え、こだまの世界?

A day in the life of...?

philosophical exemptionについて

米国では、はしかなどの予防接種は基本的には義務的mandatoryなのだが、例外的に、医学的理由、宗教的理由、そして州によっては哲学的理由から免除を申し出ることができるそうだ。哲学的免除philosophical/philosophic exemptionというのは、軍隊の良心的兵役拒否の文脈で使われだしたそうだが、変な命名だ(かっこいいけど)。

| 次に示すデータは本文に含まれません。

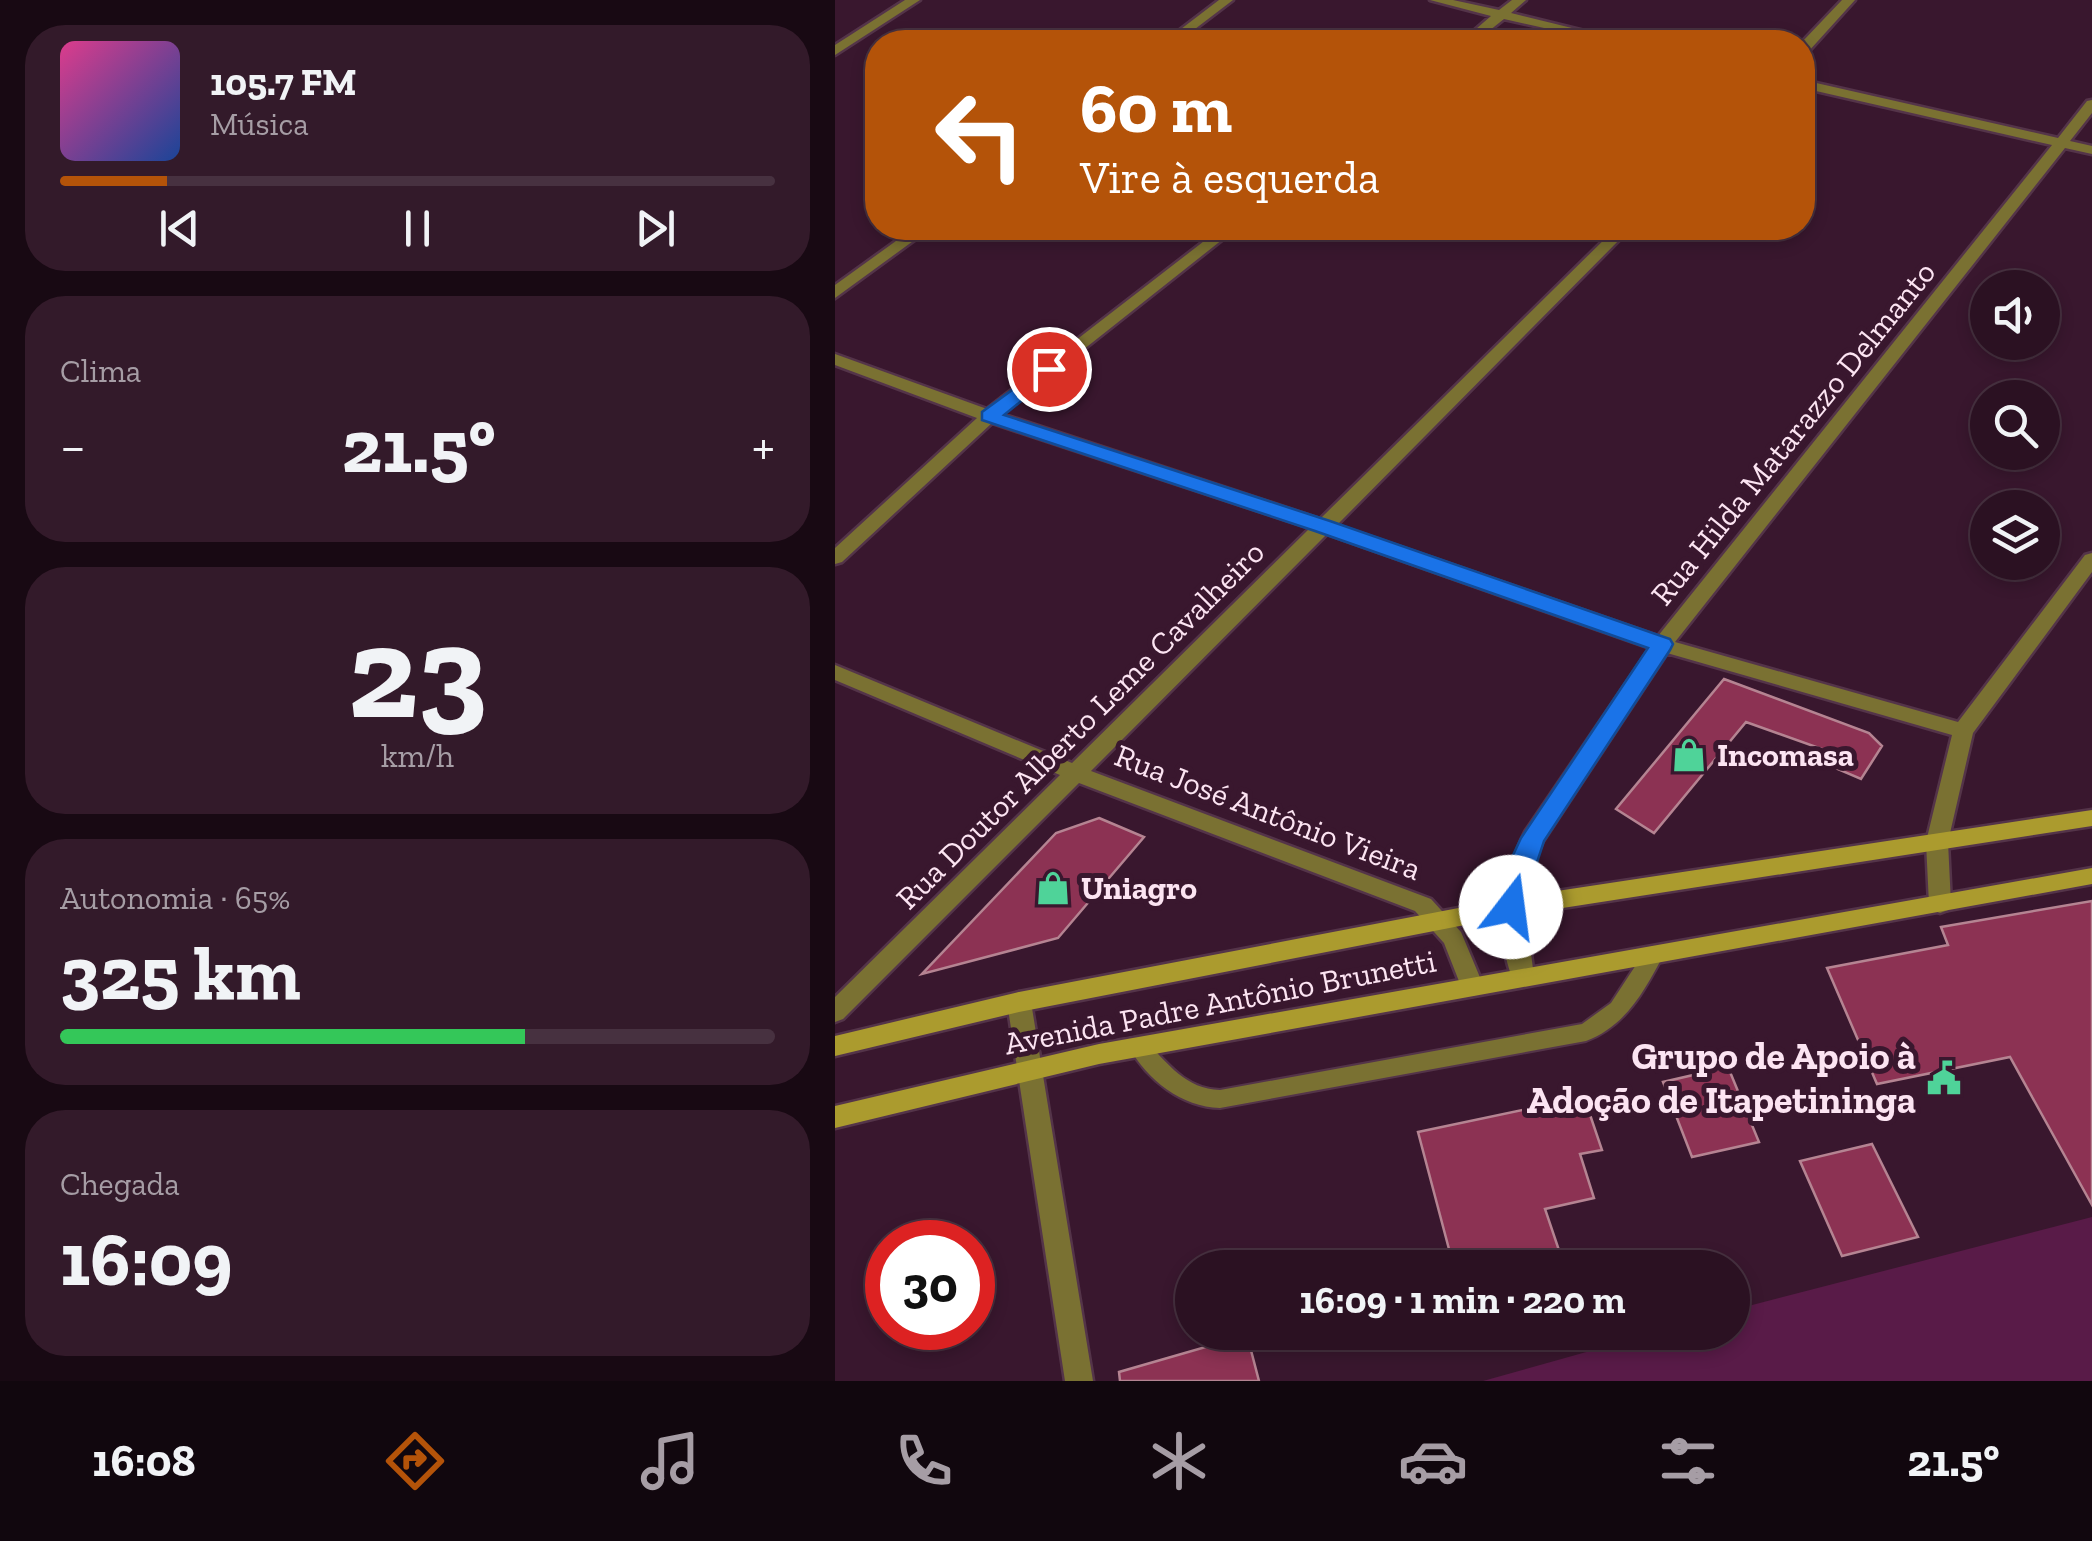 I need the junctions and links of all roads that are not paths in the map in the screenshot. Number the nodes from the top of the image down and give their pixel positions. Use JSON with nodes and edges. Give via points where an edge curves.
{"nodes":[{"id":1,"x":915,"y":0,"type":"edge"},
{"id":2,"x":1227,"y":0,"type":"edge"},
{"id":3,"x":1436,"y":0,"type":"edge"},
{"id":4,"x":1520,"y":0,"type":"edge"},
{"id":5,"x":1849,"y":0,"type":"edge"},
{"id":6,"x":1501,"y":15,"type":"junction"},
{"id":7,"x":868,"y":30,"type":"edge"},
{"id":8,"x":1186,"y":30,"type":"edge"},
{"id":9,"x":1482,"y":30,"type":"edge"},
{"id":10,"x":1568,"y":30,"type":"edge"},
{"id":11,"x":865,"y":32,"type":"edge"},
{"id":12,"x":1815,"y":36,"type":"edge"},
{"id":13,"x":835,"y":51,"type":"edge"},
{"id":14,"x":1815,"y":87,"type":"edge"},
{"id":15,"x":2092,"y":104,"type":"edge"},
{"id":16,"x":2063,"y":144,"type":"junction"},
{"id":17,"x":2092,"y":150,"type":"edge"},
{"id":18,"x":907,"y":240,"type":"edge"},
{"id":19,"x":1215,"y":240,"type":"edge"},
{"id":20,"x":1612,"y":240,"type":"edge"},
{"id":21,"x":835,"y":293,"type":"edge"},
{"id":22,"x":835,"y":359,"type":"edge"},
{"id":23,"x":989,"y":416,"type":"junction"},
{"id":24,"x":1323,"y":526,"type":"junction"},
{"id":25,"x":835,"y":558,"type":"edge"},
{"id":26,"x":2092,"y":559,"type":"edge"},
{"id":27,"x":1662,"y":644,"type":"junction"},
{"id":28,"x":835,"y":672,"type":"edge"},
{"id":29,"x":1963,"y":731,"type":"junction"},
{"id":30,"x":1075,"y":773,"type":"junction"},
{"id":31,"x":2092,"y":818,"type":"edge"},
{"id":32,"x":1937,"y":842,"type":"junction"},
{"id":33,"x":2092,"y":876,"type":"edge"},
{"id":34,"x":1940,"y":904,"type":"junction"},
{"id":35,"x":1511,"y":907,"type":"junction"},
{"id":36,"x":1442,"y":922,"type":"junction"},
{"id":37,"x":1653,"y":954,"type":"junction"},
{"id":38,"x":1523,"y":976,"type":"junction"},
{"id":39,"x":1472,"y":987,"type":"junction"},
{"id":40,"x":1019,"y":1002,"type":"junction"},
{"id":41,"x":835,"y":1012,"type":"edge"},
{"id":42,"x":835,"y":1046,"type":"edge"},
{"id":43,"x":1139,"y":1047,"type":"junction"},
{"id":44,"x":1030,"y":1070,"type":"junction"},
{"id":45,"x":835,"y":1117,"type":"edge"},
{"id":46,"x":1079,"y":1381,"type":"edge"}],
"edges":[{"from":1,"to":7,"type":"street"},
{"from":2,"to":8,"type":"street"},
{"from":3,"to":6,"type":"street"},
{"from":4,"to":6,"type":"street"},
{"from":5,"to":12,"type":"street"},
{"from":6,"to":9,"type":"street"},
{"from":6,"to":10,"type":"street"},
{"from":11,"to":13,"type":"street"},
{"from":14,"to":16,"type":"street"},
{"from":15,"to":16,"type":"street","name":"Rua Hilda Matarazzo Delmanto"},
{"from":16,"to":17,"type":"street"},
{"from":16,"to":27,"type":"street","name":"Rua Hilda Matarazzo Delmanto"},
{"from":18,"to":21,"type":"street"},
{"from":19,"to":23,"type":"street"},
{"from":20,"to":24,"type":"street","name":"Rua Doutor Alberto Leme Cavalheiro"},
{"from":22,"to":23,"type":"street"},
{"from":23,"to":24,"type":"street"},
{"from":23,"to":25,"type":"street"},
{"from":24,"to":27,"type":"street"},
{"from":24,"to":30,"type":"street","name":"Rua Doutor Alberto Leme Cavalheiro"},
{"from":26,"to":29,"type":"street"},
{"from":27,"to":29,"type":"street"},
{"from":27,"to":35,"type":"street","name":"Rua Hilda Matarazzo Delmanto","via":[[1533,838]]},
{"from":28,"to":30,"type":"street","name":"Rua José Antônio Vieira"},
{"from":29,"to":32,"type":"street"},
{"from":30,"to":36,"type":"street","name":"Rua José Antônio Vieira","via":[[1398,893]]},
{"from":30,"to":41,"type":"street","name":"Rua Doutor Alberto Leme Cavalheiro"},
{"from":31,"to":32,"type":"main road","name":"Avenida Padre Antônio Brunetti"},
{"from":32,"to":34,"type":"street"},
{"from":32,"to":35,"type":"main road","name":"Avenida Padre Antônio Brunetti"},
{"from":33,"to":34,"type":"main road","name":"Avenida Padre Antônio Brunetti"},
{"from":34,"to":37,"type":"main road","name":"Avenida Padre Antônio Brunetti"},
{"from":35,"to":36,"type":"main road","name":"Avenida Padre Antônio Brunetti"},
{"from":35,"to":38,"type":"street","name":"Rua Hilda Matarazzo Delmanto"},
{"from":36,"to":39,"type":"street","name":"Rua José Antônio Vieira"},
{"from":36,"to":40,"type":"main road","name":"Avenida Padre Antônio Brunetti"},
{"from":37,"to":38,"type":"main road","name":"Avenida Padre Antônio Brunetti"},
{"from":37,"to":43,"type":"lane","via":[[1625,1006],[1586,1032],[1220,1100],[1187,1095]]},
{"from":38,"to":39,"type":"main road","name":"Avenida Padre Antônio Brunetti"},
{"from":39,"to":43,"type":"main road","name":"Avenida Padre Antônio Brunetti"},
{"from":40,"to":42,"type":"main road","name":"Avenida Padre Antônio Brunetti"},
{"from":40,"to":44,"type":"street"},
{"from":43,"to":44,"type":"main road","name":"Avenida Padre Antônio Brunetti"},
{"from":44,"to":45,"type":"main road","name":"Avenida Padre Antônio Brunetti"},
{"from":44,"to":46,"type":"street"}]} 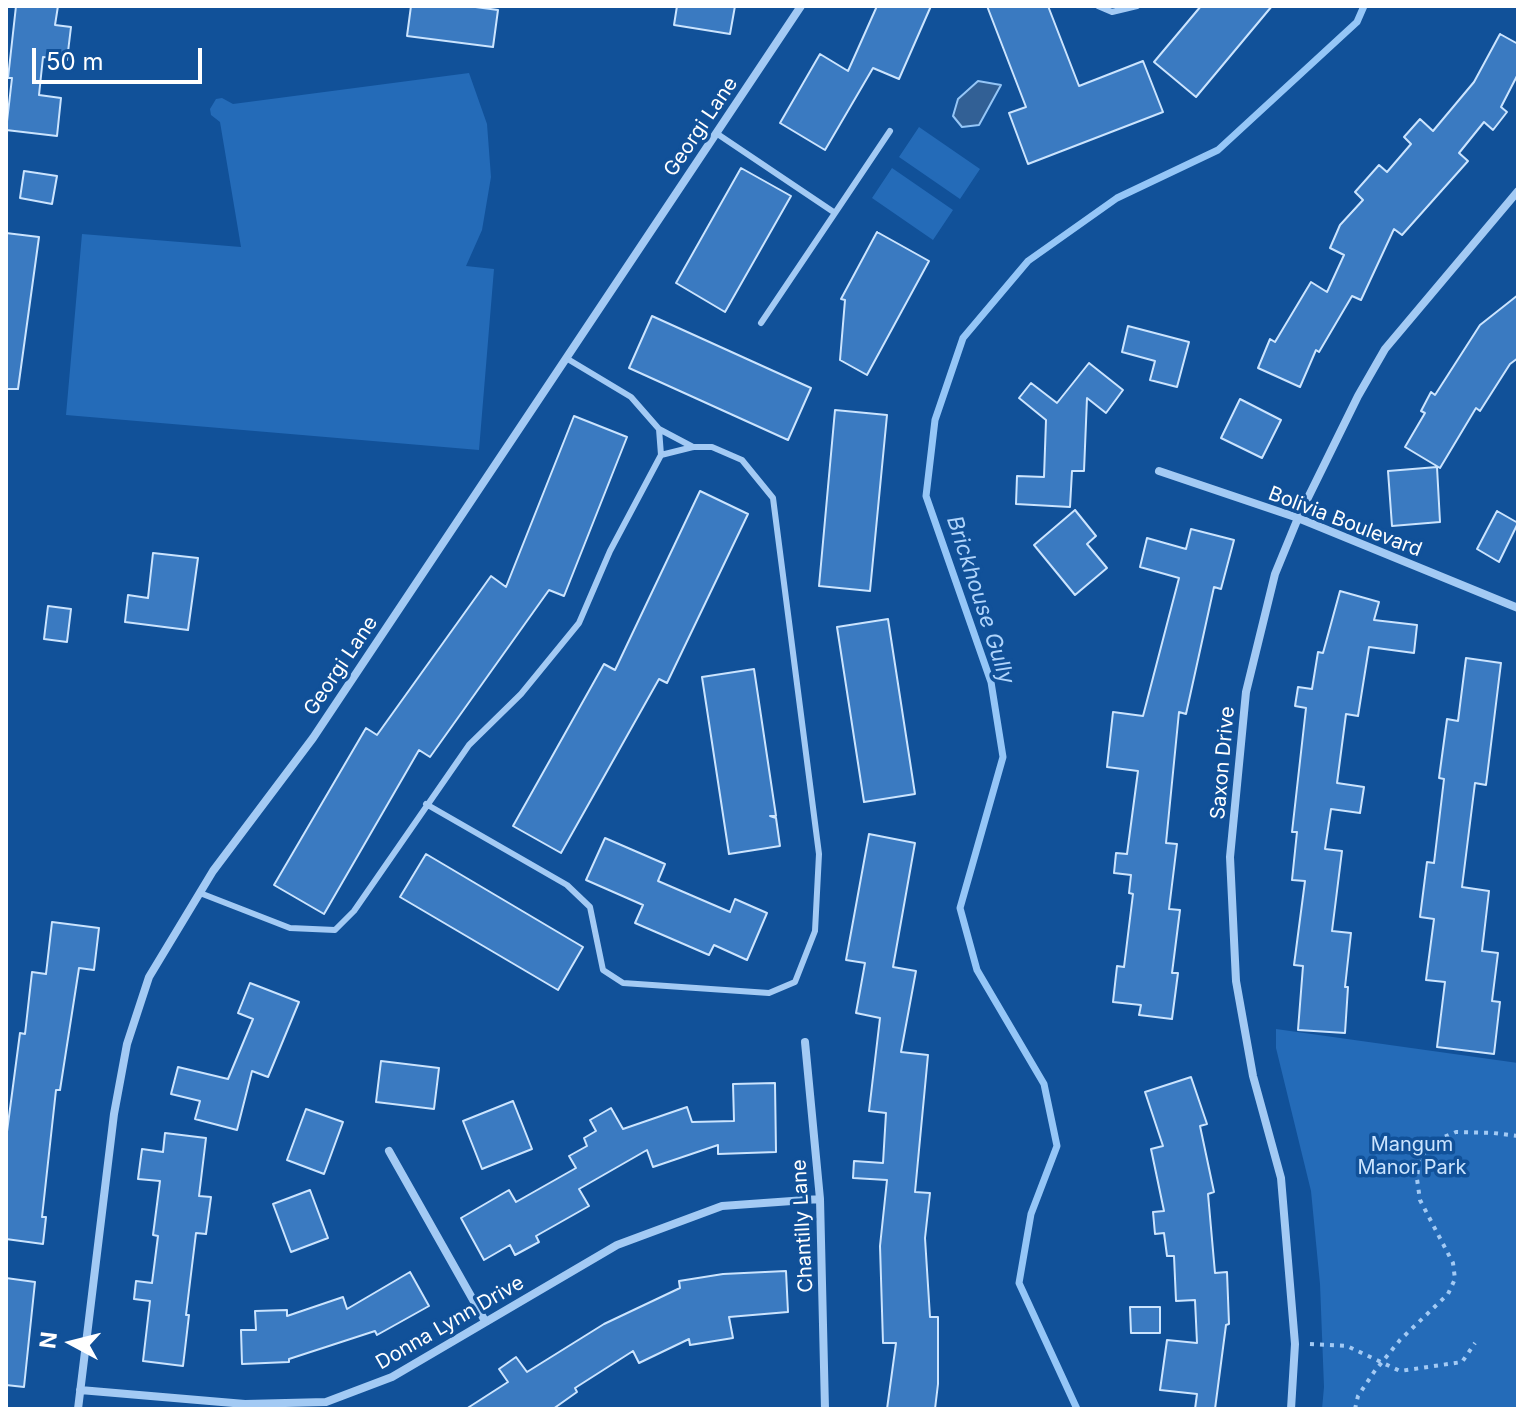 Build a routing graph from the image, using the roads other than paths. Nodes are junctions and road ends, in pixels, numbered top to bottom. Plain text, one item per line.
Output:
1 (801, 6) edge
2 (1098, 6) edge
3 (1137, 6) edge
4 (890, 131) dead end
5 (716, 133) junction
6 (1518, 191) edge
7 (835, 213) junction
8 (761, 323) dead end
9 (566, 358) junction
10 (659, 429) junction
11 (693, 447) junction
12 (661, 455) junction
13 (1159, 471) dead end
14 (1298, 518) junction
15 (1518, 608) edge
16 (426, 804) junction
17 (200, 893) junction
18 (805, 1042) dead end
19 (389, 1151) dead end
20 (820, 1199) junction
21 (485, 1321) junction
22 (80, 1390) junction
23 (78, 1409) edge
24 (825, 1409) edge
25 (1291, 1409) edge

1 - 5 street, Georgi Lane
2 - 3 lane
4 - 7 lane
5 - 7 lane
5 - 9 street, Georgi Lane
6 - 14 street, Saxon Drive
7 - 8 lane
9 - 10 lane
9 - 17 street, Georgi Lane
10 - 11 lane
10 - 12 lane
11 - 12 lane
11 - 16 lane
12 - 16 lane
13 - 14 street, Bolivia Boulevard
14 - 15 street, Bolivia Boulevard
14 - 25 street, Saxon Drive
16 - 17 lane
17 - 22 street, Georgi Lane
18 - 20 street, Chantilly Lane
19 - 21 street
20 - 21 street, Donna Lynn Drive
20 - 24 street, Chantilly Lane
21 - 22 street, Donna Lynn Drive
22 - 23 street, Georgi Lane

personal belief exemptionという言い方もあるそうで、そちらの方が良い名前の気がする。

「変な命名だ」と感じるのは、philosophical exemptionといっても、「わたしは実存主義者/カント主義者/利己主義者だから予防接種しません」とか、「わたしは哲学博士だから、予防接種しません」とかいうのではなく、単に宗教以外の個人的信念から予防接種を行わないというだけで、普通の意味で「哲学的」ではないからだ。おそらくは、筋の通らない不合理な理由も「哲学的理由」になると考えられるので、なんだか変な話だ。

とはいえ、学問としての哲学ではなく、「人生についての一家言」というような通俗的意味では「哲学的」と言えるだろうか。しかし、そうすると何でも哲学になって、結局のところ「予防接種はmandatoryだ」という主張が骨抜きになるのではないかと思う(実際、公衆衛生に関わる米国人はまさにそういう心配をしているようだ)。